# Spotify Recommendation Algorithm

### Spotify Authentication

In [1]:
# Import libraries
import spotipy
from spotipy.oauth2 import SpotifyClientCredentials
from spotipy.exceptions import SpotifyException
import pandas as pd
import seaborn as sns
import matplotlib.pyplot as plt
%matplotlib inline
import sklearn as skl

  import pandas.util.testing as tm


In [2]:
# Set account info
cid = '81fee852cceb4259910e7d2ff78493c3'
secret = 'ad4360215d7641ee809275cc5cdd4a6c'
username = 'francescab13'

# Connect and create Spotify instance
client_credentials_manager = SpotifyClientCredentials(client_id=cid, client_secret=secret)
sp = spotipy.Spotify(client_credentials_manager=client_credentials_manager)

## Data Gathering

#### Retrieve track ID's from 'Like' and 'Dislike' playlists

In [3]:
# Get data from 'Likes' playlist
good_ids = []
pl_id = 'spotify:playlist:2O6XH1ip37KOllmc1KoYEs'
offset = 0

while True:
    response = sp.playlist_tracks(pl_id,
                                  offset=offset,
                                  fields='items.track.id,total')
    good_ids.append(response['items'])
    offset = offset + len(response['items'])

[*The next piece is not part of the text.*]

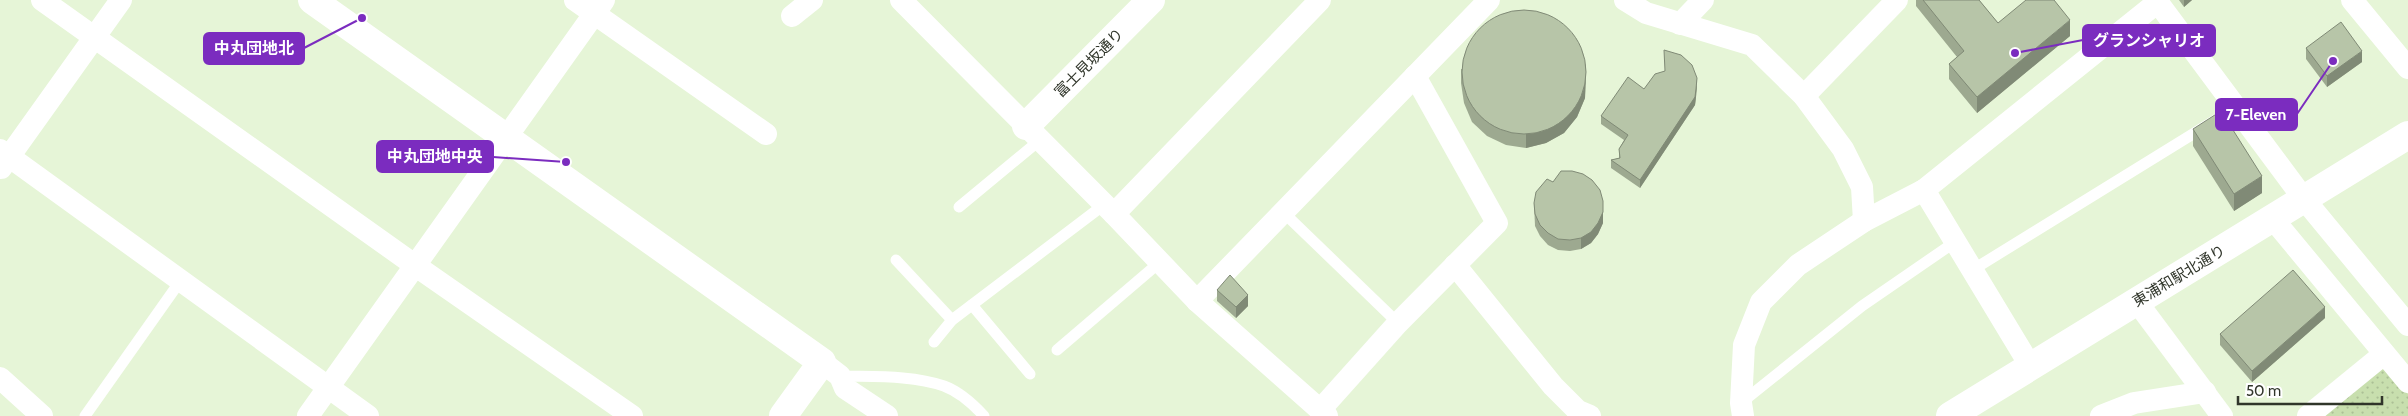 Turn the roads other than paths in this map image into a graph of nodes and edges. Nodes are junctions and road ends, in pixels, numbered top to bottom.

    if len(response['items']) == 0:
        break

# Flatten list of lists of JSON
good_flatten = []
for sublist in good_ids:
    for item in sublist:
        good_flatten.append(item)

# Check good track ID list
good_flatten[0:5]

[{'track': {'id': '75Q69chmd8CEZbVsA4CDMm'}},
 {'track': {'id': '38kjIfRtXsUxXyzhsKwX7i'}},
 {'track': {'id': '1YT8xkroYGNLGR4qhuWLC4'}},
 {'track': {'id': '76gYk9g0bZj47NyIKzjLF6'}},
 {'track': {'id': '7tvuLLroI0n6uYBWuFig5d'}}]

In [4]:
# Get data from 'Dislikes' playlist
bad_ids = []
pl_id = 'spotify:playlist:58KlzYsGNQoujtrQc2CU5d'
offset = 0

while True:
    response = sp.playlist_tracks(pl_id,
                                  offset=offset,
                                  fields='items.track.id,total')
    bad_ids.append(response['items'])
    offset = offset + len(response['items'])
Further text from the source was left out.